By using Equations (31) and (45), we have

$$\begin{array}{ccc}F({\rho }_{00},{\rho }_{01})\hfill & =\hfill & {inf}_{{(M_a)}_a:\mathrm{POVM}}{\sum }_a\sqrt{\mathrm{tr}(M_a{\rho }_{00})\mathrm{tr}(M_a{\rho }_{01})}\hfill \\ \hfill & \le \hfill & \sqrt{\mathrm{tr}\{(|11\rangle \langle 11|+|01\rangle \langle 01|){\rho }_{00}\left\}\mathrm{tr}\right\{(|00\rangle \langle 00|+|01\rangle \langle 01|){\rho }_{01}\}}\hfill \\ \hfill & \hfill & +\sqrt{\mathrm{tr}\{(|00\rangle \langle 00|+|10\rangle \langle 10|){\rho }_{00}\left\}\mathrm{tr}\right\{(|00\rangle \langle 00|+|10\rangle \langle 10|){\rho }_{01}\}}\hfill \\ \hfill & <\hfill & \sqrt{\mathrm{tr}\{(|11\rangle \langle 11|+|01\rangle \langle 01|){\rho }_{00}\}}+\sqrt{\mathrm{tr}\{(|00\rangle \langle 00|+|10\rangle \langle 10|){\rho }_{01}\}}\hfill \\ \hfill & =\hfill & \sqrt{1-\langle 00|{\rho }_{00}|00\rangle -\langle 10|{\rho }_{00}|10\rangle }+\sqrt{1-\langle 01|{\rho }_{01}|01\rangle -\langle 11|{\rho }_{01}|11\rangle }\hfill \\ \hfill & <\hfill & \sqrt{1-\langle 00\left|{\rho }_{00}\right|00\rangle }+\sqrt{2-\langle 01\left|{\rho }_{01}\right|01\rangle }\hfill \\ \hfill & =\hfill & \sqrt{2P_{\mathrm{err}(0;0,0;0)}}+\sqrt{2P_{\mathrm{err}(0;0,0;1)}}.\hfill \end{array}$$

(46)

where we employ $(|11\rangle \langle 11|+|01\rangle \langle 01|,|00\rangle \langle 00|+|10\rangle \langle 10|)$ as a POVM in the first inequality.
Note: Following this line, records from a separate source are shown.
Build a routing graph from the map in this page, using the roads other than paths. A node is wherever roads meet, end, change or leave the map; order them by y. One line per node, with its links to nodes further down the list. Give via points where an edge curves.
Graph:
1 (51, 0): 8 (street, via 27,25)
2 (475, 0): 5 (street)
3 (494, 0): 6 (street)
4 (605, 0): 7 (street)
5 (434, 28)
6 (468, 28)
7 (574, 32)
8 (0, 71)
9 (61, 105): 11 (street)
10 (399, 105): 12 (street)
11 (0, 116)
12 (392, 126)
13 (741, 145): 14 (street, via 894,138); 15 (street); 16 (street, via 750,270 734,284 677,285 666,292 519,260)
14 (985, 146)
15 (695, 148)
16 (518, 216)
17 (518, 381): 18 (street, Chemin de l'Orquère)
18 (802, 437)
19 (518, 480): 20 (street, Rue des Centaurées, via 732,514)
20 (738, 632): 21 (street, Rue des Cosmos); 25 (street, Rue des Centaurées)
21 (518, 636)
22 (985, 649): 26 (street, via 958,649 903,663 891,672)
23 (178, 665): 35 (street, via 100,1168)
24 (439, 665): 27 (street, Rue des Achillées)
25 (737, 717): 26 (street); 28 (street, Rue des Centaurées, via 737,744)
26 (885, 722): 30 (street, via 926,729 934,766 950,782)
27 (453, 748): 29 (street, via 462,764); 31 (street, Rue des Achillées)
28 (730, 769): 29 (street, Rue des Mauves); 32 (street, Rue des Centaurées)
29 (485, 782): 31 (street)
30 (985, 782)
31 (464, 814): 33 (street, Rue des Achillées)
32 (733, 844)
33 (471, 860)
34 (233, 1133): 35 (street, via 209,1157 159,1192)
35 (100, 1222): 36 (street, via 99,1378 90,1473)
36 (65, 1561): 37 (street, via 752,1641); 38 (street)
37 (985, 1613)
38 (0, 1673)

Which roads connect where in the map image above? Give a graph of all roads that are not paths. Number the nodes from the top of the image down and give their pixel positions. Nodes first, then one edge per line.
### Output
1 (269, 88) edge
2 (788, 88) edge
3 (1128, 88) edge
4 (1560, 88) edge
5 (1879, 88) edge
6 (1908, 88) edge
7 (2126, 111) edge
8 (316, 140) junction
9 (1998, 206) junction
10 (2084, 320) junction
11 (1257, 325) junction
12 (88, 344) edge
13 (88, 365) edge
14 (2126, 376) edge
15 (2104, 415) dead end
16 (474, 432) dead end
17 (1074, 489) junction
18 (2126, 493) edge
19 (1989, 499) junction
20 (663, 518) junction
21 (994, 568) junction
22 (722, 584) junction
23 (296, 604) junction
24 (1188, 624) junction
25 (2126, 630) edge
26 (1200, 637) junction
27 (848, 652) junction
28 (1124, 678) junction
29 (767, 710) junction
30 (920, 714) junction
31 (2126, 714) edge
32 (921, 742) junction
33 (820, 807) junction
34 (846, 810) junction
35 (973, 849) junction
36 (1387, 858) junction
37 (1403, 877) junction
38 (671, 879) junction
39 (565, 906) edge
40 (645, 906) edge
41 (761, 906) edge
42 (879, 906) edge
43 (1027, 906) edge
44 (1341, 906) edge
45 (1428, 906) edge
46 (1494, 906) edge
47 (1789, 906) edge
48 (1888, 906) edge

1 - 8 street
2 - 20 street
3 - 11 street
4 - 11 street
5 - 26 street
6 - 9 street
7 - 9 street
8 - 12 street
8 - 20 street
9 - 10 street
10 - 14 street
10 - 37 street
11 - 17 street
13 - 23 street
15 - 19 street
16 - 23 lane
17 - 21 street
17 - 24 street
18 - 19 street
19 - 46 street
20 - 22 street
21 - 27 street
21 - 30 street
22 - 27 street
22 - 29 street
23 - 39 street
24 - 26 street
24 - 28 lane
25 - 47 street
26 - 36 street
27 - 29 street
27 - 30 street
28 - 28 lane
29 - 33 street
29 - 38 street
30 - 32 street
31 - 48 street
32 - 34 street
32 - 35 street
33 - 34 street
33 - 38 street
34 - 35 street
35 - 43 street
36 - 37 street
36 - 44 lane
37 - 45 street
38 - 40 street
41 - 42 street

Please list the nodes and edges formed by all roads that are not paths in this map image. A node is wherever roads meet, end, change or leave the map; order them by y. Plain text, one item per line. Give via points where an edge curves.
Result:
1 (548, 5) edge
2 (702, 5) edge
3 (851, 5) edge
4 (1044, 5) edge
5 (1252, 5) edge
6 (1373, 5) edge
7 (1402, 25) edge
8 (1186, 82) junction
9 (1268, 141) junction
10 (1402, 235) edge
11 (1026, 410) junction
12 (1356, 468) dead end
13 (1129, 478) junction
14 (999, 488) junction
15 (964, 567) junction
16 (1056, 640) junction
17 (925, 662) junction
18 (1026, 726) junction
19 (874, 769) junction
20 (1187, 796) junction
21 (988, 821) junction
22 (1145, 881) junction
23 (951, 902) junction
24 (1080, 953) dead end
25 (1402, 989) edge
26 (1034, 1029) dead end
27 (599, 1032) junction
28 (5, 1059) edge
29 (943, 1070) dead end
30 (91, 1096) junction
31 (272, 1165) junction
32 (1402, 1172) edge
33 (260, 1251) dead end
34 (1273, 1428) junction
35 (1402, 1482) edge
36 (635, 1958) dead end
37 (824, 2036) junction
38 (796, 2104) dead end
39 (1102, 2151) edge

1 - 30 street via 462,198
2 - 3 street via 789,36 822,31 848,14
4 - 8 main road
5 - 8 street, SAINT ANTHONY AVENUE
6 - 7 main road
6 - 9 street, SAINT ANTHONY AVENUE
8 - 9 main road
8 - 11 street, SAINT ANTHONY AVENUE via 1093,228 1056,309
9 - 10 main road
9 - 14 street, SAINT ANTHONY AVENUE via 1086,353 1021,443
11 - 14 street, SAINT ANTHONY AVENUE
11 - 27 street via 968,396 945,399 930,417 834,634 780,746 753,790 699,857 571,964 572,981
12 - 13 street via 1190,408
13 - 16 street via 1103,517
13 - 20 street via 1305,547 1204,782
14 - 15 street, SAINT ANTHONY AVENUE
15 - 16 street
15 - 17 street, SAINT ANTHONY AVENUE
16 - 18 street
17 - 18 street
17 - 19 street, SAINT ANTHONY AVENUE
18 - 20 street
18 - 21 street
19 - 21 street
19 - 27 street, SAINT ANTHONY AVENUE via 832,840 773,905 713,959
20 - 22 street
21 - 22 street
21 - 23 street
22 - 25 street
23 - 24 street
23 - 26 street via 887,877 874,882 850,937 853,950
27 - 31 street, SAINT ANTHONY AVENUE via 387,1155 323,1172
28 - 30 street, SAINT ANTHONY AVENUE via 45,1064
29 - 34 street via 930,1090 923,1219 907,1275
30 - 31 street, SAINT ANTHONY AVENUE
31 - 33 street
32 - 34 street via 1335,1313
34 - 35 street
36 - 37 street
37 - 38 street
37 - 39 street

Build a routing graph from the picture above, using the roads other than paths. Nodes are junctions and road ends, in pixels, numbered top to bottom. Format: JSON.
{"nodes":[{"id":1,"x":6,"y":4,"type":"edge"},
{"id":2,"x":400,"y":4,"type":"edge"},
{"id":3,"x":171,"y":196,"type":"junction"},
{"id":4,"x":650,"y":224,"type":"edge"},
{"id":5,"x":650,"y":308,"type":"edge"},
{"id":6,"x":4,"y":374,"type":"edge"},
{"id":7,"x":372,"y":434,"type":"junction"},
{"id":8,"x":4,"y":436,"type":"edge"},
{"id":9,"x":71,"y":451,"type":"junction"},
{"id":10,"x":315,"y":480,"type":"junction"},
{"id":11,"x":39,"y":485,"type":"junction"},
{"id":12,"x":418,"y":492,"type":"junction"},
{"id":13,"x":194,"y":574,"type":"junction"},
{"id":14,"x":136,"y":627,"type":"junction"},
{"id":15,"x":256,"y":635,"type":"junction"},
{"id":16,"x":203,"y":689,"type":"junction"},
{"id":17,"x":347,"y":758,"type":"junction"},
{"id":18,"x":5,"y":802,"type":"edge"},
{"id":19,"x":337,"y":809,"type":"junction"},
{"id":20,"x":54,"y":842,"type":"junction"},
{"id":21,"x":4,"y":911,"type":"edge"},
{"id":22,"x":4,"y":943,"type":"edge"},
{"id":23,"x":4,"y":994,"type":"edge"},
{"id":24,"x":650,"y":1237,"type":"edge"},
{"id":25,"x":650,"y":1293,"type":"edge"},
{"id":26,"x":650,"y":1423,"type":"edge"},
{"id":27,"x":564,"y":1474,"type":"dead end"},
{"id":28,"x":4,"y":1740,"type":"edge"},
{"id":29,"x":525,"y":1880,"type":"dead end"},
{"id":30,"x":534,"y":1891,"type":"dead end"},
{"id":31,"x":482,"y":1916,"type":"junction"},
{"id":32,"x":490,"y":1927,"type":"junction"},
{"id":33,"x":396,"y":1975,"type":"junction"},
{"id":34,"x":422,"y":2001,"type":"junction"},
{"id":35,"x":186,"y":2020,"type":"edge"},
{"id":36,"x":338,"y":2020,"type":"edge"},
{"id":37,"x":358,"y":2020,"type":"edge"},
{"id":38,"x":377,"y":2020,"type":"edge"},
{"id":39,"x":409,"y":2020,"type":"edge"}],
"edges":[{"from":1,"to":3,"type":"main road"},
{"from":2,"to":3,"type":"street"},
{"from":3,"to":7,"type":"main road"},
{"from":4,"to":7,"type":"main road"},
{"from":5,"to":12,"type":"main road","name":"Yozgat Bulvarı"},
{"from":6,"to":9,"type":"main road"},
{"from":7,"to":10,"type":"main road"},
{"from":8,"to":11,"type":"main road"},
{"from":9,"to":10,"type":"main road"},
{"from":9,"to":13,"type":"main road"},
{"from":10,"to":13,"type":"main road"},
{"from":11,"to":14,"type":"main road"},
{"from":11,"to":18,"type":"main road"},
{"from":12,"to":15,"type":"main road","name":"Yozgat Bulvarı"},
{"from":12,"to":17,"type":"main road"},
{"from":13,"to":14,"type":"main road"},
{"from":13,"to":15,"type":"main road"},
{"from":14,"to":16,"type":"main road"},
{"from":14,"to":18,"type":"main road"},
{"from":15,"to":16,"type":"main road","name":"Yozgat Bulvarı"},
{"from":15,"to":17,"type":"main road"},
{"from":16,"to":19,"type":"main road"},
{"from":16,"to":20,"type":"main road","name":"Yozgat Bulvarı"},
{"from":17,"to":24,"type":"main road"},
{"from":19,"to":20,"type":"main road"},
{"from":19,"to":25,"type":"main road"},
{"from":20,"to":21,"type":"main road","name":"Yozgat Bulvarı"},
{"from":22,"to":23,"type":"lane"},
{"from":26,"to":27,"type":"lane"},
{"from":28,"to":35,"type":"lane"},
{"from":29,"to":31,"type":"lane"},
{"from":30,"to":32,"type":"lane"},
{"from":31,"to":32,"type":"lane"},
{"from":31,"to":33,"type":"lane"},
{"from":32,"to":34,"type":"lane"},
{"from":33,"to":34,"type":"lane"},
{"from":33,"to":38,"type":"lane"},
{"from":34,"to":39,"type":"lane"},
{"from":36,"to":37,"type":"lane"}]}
In the same manner, we have

$$\begin{array}{ccc}\hfill F({\rho }_{ii},{\rho }_{01})& <& \sqrt{2P_{\mathrm{err}(0;i,0;i)}}+\sqrt{2P_{\mathrm{err}(0;0,0;1)}},\hfill \end{array}$$

(47)

$$\begin{array}{ccc}\hfill F({\rho }_{ii},{\rho }_{10})& <& \sqrt{2P_{\mathrm{err}(0;i,0;i)}}+\sqrt{2P_{\mathrm{err}(0;1,0;0)}}(i\in \{0,1\}).\hfill \end{array}$$

(48)

Then, we have the trade-off inequality by the definition of trace distance, Equations (41) and (48). □

5. Summary

In this paper, we discussed the quantum key distribution protocol using the mean multi-kings’ problem. By using the protocol, Alice can share the secret key with King${}_j$ ($j=1,2,\dots ,n$). In the case of $n=2$, we considered whether Eve can extract information when she can performs the interaction between her own quantum system and the qubit returned by King${}_j$ and can performs any measurement on her quantum system at any time. We employed trace distance as a measure for distinguishability of the states for Eve. Furthermore, we gave the trade-off inequalities between trace distance of the quantum states corresponding to the secret key for Eve and the error probability which represents probability that the bit sequences shared by the legitimate users do not match. In BB84, such relation is know as the information disturbance theorem and the theorem is also regarded as an information theoretical version of the uncertainty relation. Our inequalities showed that Eve’s extracting information regarding kings’ keys inevitably induces disturbing the states and increases the error probability even though Alice can use the post-information to guess kings’ outcomes. This implies that the information gain by Eve increases possibility for the legitimate users to detect the existence of the attacks. In particular, when the corresponding error probability is zero, Eve cannot extract any information.